A visita permitiu observar outro componente importante da competitividade da horticultura holandesa: a organização coletiva. Tecnologia de produção, utilização intensiva de dados, planejamento, governança, comercialização e cooperação entre produtores formam um sistema integrado, capaz de gerar escala e competitividade internacional.


Para a ABID, compreender esses modelos é particularmente relevante porque o desenvolvimento da agricultura irrigada brasileira não depende apenas da introdução de equipamentos. Exige também pesquisa, capacitação, organização produtiva, gestão eficiente dos recursos naturais, acesso a mercados e articulação entre produtores, empresas, universidades e instituições públicas.

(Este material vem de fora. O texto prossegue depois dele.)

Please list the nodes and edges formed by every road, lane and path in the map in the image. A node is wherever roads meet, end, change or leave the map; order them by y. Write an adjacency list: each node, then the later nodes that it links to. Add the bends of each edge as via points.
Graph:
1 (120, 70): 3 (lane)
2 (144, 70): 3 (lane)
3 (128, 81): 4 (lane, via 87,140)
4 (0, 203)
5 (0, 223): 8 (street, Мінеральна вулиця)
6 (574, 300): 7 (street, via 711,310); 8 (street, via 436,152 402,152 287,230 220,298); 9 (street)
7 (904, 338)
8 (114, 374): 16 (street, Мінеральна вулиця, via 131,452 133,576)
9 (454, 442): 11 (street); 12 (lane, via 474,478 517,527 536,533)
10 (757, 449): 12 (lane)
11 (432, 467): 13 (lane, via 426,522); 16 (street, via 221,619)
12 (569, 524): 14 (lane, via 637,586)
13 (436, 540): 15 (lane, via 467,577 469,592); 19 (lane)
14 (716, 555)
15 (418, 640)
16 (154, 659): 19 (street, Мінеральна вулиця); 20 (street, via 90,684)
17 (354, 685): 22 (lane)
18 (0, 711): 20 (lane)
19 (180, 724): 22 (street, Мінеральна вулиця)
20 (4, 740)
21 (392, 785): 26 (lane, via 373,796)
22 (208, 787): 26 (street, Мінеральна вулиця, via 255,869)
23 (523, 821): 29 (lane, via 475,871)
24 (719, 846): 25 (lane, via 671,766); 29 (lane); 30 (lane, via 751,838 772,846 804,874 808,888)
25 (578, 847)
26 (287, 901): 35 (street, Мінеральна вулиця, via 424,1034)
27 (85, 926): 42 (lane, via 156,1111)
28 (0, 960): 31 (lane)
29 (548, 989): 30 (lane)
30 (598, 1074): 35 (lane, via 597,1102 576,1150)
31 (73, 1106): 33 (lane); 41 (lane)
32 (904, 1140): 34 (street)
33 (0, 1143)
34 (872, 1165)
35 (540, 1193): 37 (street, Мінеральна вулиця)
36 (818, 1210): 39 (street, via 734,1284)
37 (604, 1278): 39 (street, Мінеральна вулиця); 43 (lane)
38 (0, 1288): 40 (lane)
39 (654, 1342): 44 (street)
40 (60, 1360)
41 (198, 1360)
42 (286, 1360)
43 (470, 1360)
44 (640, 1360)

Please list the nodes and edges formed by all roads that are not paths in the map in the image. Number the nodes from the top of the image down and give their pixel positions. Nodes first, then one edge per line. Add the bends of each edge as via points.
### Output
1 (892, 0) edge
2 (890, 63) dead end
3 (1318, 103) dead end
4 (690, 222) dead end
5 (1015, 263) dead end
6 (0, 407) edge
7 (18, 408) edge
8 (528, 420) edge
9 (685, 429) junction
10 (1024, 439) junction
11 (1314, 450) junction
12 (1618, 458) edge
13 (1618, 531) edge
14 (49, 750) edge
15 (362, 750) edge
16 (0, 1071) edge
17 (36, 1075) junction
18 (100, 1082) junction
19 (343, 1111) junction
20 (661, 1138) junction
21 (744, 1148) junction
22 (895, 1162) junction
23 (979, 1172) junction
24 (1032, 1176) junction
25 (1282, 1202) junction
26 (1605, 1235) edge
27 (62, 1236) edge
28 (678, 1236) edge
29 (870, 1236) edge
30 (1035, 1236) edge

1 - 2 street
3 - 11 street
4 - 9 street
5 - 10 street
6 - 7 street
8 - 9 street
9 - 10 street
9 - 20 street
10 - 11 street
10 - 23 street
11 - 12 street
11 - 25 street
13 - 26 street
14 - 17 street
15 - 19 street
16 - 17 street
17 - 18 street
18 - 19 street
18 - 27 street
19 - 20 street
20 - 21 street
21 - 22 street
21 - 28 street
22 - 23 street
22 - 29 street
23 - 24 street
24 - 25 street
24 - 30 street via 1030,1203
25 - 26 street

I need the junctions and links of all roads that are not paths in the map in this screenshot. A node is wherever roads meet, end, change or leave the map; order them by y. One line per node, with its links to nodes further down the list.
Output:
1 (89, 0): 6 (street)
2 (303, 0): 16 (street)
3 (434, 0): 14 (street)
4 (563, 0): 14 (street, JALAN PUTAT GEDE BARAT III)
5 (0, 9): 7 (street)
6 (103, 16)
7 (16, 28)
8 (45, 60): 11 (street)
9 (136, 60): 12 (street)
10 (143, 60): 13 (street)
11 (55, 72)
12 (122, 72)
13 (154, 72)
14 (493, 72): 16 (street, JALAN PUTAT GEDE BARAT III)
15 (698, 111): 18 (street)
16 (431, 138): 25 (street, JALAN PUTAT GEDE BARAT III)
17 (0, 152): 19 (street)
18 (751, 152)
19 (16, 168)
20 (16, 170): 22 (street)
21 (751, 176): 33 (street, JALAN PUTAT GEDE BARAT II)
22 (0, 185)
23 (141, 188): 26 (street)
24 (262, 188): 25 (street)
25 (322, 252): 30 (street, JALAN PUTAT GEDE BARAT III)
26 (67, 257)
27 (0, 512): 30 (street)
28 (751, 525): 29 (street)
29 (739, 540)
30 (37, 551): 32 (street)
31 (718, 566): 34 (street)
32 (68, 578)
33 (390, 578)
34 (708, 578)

FAEC/SENAR-CE: parceria institucional para transformar conhecimento em desenvolvimento


A realização da Missão Técnica Internacional à Holanda contou com o patrocínio institucional da Federação da Agricultura e Pecuária do Estado do Ceará e do Serviço Nacional de Aprendizagem Rural – Sistema FAEC/SENAR-CE, parceria fundamental para a concretização da iniciativa.


O apoio reforça o compromisso do Sistema FAEC/SENAR-CE com a qualificação, a inovação e o desenvolvimento sustentável do setor agropecuário, contribuindo para aproximar profissionais brasileiros de experiências internacionais com potencial de aplicação em diferentes realidades do país, especialmente onde a eficiência no uso da água é determinante para a expansão sustentável da produção.


Ao apoiar uma agenda de intercâmbio internacional voltada à inovação, ao conhecimento e à eficiência hídrica, a FAEC/SENAR-CE contribui para ampliar conexões capazes de gerar aprendizado, novas referências técnicas e oportunidades para o desenvolvimento do agro brasileiro.


Uma missão que continua depois da viagem


O encerramento da programação na Holanda não representa o fim da Missão. O principal resultado de uma iniciativa de intercâmbio técnico está justamente na capacidade de transformar conhecimento adquirido em novas conexões, projetos, tecnologias e soluções.


Ao longo da agenda, a comitiva percorreu diferentes elos de um ecossistema que transformou a Holanda em referência internacional: gestão da água, ciência, pesquisa aplicada, formação profissional, cultivo protegido, tecnologia, organização de produtores, logística e mercado.


Brasil e Holanda possuem realidades territoriais, climáticas e produtivas muito distintas. O objetivo, portanto, não é simplesmente reproduzir modelos, mas compreender princípios, tecnologias e arranjos institucionais que possam ser adaptados às condições brasileiras.


Essa é uma das razões pelas quais a ABID vem ampliando sua agenda de Missões Técnicas Internacionais: criar pontes entre o conhecimento desenvolvido em diferentes regiões do mundo e as demandas da agricultura irrigada nacional.


A Missão à Holanda encerrou-se com novos conhecimentos, contatos com possibilidades de cooperação e com uma mensagem que acompanhou toda a programação: inovação, conhecimento e gestão eficiente da água serão cada vez mais determinantes para produzir alimentos de forma sustentável, competitiva e resiliente.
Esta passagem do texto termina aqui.